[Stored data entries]
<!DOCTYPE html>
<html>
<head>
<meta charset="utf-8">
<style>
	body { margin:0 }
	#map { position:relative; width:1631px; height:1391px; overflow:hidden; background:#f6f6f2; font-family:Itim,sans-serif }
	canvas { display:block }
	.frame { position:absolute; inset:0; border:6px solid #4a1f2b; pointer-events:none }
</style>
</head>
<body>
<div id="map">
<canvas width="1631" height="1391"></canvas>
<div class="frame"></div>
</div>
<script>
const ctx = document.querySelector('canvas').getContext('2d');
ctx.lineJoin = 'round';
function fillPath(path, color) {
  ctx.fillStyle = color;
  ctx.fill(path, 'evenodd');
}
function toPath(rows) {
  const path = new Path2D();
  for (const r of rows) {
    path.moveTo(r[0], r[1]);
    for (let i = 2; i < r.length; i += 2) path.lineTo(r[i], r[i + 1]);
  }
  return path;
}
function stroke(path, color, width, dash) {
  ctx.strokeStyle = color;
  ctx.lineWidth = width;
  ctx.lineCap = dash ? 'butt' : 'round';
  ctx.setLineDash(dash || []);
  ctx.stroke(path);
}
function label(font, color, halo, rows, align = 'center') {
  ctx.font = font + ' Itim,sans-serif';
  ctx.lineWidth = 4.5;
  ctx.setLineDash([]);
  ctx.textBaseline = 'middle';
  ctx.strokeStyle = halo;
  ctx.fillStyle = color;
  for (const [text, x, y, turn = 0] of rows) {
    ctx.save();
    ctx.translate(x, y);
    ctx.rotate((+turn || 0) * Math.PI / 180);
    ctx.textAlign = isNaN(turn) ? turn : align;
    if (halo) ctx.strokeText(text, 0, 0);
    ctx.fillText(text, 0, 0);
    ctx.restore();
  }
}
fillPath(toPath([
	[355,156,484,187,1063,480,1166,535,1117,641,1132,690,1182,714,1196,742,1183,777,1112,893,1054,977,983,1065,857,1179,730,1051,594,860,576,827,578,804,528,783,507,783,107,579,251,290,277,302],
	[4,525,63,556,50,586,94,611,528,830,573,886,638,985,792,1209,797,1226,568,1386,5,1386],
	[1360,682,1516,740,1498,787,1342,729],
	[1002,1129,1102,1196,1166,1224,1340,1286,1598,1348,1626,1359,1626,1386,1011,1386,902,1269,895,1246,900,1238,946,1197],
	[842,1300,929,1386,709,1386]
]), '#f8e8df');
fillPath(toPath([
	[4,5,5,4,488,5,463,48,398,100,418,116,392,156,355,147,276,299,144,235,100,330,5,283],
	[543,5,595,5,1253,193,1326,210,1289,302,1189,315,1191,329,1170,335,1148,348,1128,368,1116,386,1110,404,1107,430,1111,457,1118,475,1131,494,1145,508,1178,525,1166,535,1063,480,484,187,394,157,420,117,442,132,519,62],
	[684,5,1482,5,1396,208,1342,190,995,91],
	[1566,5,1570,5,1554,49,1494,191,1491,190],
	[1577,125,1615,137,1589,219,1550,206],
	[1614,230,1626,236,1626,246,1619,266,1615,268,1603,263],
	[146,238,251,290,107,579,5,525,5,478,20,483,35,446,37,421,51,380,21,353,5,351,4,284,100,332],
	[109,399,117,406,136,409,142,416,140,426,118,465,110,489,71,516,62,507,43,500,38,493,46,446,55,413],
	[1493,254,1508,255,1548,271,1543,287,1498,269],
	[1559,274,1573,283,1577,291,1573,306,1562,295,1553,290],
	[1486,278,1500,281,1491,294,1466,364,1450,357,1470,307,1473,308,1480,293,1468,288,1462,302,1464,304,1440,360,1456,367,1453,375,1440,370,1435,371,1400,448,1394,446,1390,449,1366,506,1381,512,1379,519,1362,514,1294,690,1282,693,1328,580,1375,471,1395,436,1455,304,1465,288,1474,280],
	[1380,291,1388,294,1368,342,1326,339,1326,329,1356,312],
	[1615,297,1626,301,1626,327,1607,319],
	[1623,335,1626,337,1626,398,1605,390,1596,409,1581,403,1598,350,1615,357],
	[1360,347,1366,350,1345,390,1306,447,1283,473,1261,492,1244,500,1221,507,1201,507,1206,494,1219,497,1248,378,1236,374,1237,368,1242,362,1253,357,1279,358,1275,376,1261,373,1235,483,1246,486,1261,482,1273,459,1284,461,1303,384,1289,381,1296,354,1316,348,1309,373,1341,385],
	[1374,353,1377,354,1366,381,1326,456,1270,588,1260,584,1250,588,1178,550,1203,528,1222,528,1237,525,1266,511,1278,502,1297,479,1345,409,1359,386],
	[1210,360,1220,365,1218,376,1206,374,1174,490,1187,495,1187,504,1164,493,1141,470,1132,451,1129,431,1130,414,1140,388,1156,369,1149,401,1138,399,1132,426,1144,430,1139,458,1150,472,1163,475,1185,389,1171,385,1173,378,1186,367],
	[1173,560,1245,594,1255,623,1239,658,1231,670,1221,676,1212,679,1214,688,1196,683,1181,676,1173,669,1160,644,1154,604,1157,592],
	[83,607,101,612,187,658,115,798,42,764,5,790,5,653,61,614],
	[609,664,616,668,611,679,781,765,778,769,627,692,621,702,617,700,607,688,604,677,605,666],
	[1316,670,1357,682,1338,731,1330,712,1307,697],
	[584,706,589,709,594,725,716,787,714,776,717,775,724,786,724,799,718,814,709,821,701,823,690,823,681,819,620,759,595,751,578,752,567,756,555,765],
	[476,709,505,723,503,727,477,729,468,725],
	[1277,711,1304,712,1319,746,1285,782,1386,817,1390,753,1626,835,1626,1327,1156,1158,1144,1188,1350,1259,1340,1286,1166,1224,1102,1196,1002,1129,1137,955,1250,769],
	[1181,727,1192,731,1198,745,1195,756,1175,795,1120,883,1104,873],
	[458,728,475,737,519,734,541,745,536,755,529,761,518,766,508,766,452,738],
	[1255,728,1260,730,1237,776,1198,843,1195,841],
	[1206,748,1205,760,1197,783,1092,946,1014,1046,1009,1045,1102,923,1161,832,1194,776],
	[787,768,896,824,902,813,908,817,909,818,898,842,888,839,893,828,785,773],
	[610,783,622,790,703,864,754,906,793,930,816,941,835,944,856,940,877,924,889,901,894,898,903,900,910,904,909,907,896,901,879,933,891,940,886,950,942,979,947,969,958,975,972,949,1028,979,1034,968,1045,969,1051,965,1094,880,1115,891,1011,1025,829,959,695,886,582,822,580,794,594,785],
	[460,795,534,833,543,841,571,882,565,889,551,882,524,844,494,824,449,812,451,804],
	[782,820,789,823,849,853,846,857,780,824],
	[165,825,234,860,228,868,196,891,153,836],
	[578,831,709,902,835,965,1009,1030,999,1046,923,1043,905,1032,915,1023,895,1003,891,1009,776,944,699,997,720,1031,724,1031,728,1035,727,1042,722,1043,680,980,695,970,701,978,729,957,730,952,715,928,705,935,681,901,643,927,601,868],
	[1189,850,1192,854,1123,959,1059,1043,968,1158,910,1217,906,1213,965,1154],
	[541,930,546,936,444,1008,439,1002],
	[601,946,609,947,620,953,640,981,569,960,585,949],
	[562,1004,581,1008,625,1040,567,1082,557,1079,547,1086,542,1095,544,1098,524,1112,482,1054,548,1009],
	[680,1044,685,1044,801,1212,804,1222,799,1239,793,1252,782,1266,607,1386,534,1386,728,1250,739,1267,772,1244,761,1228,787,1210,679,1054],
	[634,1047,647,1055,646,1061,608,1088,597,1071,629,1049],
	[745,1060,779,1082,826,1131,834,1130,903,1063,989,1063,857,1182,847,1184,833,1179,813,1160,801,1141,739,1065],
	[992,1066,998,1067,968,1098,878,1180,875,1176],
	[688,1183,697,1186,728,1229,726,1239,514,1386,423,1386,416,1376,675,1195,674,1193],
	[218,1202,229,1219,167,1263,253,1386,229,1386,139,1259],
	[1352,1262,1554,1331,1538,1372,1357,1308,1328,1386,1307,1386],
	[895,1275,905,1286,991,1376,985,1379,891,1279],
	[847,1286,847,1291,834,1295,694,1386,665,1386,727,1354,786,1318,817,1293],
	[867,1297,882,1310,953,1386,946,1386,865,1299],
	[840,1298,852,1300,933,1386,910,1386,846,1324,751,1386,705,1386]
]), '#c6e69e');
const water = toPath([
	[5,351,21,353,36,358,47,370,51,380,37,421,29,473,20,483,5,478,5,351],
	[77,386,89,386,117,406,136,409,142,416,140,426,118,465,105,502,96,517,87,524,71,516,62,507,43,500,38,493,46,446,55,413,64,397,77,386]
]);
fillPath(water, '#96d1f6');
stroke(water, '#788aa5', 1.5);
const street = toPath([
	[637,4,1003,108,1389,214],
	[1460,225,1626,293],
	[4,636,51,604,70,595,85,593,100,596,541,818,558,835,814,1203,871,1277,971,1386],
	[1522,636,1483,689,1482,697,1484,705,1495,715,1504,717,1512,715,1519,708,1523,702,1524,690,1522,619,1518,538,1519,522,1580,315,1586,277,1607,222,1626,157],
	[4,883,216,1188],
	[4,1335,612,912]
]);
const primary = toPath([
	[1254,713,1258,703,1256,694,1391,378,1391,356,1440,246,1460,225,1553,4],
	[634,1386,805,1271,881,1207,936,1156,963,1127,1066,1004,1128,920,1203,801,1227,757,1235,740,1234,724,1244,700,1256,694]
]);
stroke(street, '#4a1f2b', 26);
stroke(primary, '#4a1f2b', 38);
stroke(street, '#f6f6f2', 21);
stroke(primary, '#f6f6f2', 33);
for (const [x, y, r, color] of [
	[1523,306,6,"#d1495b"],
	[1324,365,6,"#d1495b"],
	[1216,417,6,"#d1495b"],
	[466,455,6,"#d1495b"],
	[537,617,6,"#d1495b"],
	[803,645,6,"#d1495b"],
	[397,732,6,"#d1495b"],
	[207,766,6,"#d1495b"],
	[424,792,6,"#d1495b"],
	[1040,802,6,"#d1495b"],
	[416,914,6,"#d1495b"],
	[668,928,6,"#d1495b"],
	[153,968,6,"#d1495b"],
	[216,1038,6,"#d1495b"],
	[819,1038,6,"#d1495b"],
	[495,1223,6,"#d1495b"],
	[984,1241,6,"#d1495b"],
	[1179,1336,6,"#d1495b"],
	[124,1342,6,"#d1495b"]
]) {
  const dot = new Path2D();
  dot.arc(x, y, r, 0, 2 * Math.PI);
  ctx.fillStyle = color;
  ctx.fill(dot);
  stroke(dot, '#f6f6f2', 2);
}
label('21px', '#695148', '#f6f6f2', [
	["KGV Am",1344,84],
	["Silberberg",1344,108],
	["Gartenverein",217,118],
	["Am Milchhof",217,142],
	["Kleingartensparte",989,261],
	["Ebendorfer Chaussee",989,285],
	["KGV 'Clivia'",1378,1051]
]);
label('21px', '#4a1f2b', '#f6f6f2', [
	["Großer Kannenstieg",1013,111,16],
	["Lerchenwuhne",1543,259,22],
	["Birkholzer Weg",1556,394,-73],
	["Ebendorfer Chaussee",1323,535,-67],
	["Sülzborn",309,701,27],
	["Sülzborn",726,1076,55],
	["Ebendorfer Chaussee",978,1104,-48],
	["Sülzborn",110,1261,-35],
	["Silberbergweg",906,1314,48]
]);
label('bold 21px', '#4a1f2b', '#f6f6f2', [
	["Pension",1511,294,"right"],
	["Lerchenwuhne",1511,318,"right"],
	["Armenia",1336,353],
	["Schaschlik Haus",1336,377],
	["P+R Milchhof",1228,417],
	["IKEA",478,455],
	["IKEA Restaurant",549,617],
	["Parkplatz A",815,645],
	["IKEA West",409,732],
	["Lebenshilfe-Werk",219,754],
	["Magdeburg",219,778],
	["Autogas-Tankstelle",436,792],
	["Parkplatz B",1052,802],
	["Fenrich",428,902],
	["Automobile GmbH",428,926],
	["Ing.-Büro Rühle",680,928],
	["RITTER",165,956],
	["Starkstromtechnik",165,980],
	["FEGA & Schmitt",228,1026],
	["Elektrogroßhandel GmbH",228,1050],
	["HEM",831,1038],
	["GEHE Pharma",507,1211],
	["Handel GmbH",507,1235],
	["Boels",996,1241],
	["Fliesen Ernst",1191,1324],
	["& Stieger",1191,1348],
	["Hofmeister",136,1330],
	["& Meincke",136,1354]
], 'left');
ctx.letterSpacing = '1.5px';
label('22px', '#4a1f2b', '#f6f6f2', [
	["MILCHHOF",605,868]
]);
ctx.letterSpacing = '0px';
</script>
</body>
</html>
---
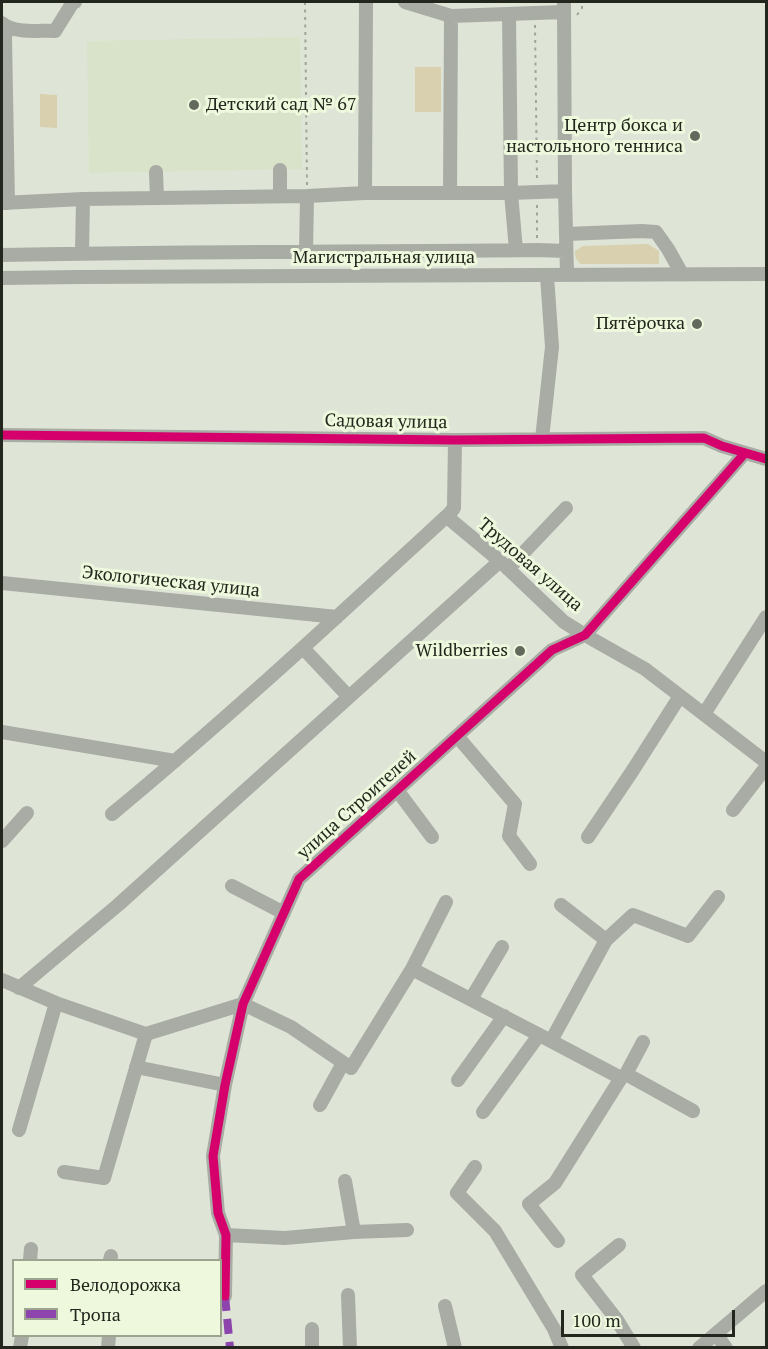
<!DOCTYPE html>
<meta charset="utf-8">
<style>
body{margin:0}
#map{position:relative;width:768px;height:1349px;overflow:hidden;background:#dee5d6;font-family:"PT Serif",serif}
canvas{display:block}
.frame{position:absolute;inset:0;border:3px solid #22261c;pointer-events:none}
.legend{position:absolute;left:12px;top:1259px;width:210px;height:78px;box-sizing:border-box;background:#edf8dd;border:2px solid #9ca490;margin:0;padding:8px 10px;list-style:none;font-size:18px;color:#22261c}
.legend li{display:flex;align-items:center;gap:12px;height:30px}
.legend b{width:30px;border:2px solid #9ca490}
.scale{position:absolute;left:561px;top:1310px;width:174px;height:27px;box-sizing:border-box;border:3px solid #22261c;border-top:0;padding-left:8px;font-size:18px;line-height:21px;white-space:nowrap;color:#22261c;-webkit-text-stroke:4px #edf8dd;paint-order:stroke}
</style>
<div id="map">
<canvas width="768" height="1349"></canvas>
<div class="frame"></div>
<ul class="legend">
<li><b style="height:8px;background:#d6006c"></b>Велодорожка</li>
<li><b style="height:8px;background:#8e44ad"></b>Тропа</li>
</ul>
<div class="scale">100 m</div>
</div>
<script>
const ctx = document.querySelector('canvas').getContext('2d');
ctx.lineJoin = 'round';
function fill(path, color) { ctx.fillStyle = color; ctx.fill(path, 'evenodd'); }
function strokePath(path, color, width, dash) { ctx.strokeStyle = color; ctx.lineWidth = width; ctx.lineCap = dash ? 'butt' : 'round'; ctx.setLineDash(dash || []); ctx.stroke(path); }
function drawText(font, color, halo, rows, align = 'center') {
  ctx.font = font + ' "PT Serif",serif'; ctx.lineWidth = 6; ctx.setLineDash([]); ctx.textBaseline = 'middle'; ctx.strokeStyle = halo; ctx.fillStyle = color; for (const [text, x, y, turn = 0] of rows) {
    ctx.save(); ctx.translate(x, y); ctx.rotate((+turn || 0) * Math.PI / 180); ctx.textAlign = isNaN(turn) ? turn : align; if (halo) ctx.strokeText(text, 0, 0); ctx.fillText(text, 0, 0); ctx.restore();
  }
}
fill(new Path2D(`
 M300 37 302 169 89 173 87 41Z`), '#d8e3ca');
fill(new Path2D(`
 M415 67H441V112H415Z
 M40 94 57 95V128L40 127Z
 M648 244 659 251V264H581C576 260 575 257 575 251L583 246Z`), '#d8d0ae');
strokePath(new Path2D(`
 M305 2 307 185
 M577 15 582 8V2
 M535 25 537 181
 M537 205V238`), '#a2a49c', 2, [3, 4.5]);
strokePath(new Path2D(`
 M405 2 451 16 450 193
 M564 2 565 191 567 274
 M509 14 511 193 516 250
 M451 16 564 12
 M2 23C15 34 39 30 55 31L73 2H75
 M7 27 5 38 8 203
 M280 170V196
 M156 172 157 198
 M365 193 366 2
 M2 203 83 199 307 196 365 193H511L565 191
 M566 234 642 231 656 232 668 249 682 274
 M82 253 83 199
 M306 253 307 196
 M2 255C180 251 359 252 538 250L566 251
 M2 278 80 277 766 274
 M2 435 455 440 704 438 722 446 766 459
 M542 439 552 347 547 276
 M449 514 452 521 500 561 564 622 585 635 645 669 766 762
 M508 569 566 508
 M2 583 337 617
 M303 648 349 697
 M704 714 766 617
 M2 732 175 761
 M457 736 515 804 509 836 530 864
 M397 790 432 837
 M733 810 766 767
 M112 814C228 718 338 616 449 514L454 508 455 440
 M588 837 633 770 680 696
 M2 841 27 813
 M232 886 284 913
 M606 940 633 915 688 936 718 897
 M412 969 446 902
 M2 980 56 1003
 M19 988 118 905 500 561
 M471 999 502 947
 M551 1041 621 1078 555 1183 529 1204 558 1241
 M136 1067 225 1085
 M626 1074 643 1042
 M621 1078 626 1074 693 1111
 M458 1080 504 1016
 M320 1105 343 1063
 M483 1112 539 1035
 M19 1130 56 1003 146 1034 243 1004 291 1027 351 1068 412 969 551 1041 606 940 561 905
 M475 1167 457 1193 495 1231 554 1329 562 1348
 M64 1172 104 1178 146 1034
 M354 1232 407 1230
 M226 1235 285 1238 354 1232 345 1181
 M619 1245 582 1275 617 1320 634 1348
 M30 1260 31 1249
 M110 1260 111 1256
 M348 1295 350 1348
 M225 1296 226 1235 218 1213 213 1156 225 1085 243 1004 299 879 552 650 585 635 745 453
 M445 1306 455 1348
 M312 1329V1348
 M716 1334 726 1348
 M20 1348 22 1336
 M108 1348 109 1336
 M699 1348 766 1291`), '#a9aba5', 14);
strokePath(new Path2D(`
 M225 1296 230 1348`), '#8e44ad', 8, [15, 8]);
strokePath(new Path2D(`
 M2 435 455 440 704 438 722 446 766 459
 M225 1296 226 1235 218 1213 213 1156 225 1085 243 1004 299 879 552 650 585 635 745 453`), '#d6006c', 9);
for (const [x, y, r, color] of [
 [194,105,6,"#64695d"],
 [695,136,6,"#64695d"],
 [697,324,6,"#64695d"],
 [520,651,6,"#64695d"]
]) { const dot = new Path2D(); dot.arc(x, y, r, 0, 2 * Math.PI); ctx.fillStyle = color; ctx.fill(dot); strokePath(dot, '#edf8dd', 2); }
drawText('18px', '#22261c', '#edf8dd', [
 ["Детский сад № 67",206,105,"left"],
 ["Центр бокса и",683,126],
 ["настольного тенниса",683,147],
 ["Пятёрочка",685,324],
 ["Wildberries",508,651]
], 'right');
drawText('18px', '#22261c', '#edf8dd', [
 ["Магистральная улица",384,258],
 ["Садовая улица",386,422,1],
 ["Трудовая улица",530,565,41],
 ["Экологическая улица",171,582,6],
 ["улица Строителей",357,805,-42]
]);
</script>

◆ PROBLEM DESCRIPTION ◆
Look through the records above for the string "lineCap", then copy every line that has it.

◆ REPLY TO THE TASK ◆
  ctx.lineCap = dash ? 'butt' : 'round';
function strokePath(path, color, width, dash) { ctx.strokeStyle = color; ctx.lineWidth = width; ctx.lineCap = dash ? 'butt' : 'round'; ctx.setLineDash(dash || []); ctx.stroke(path); }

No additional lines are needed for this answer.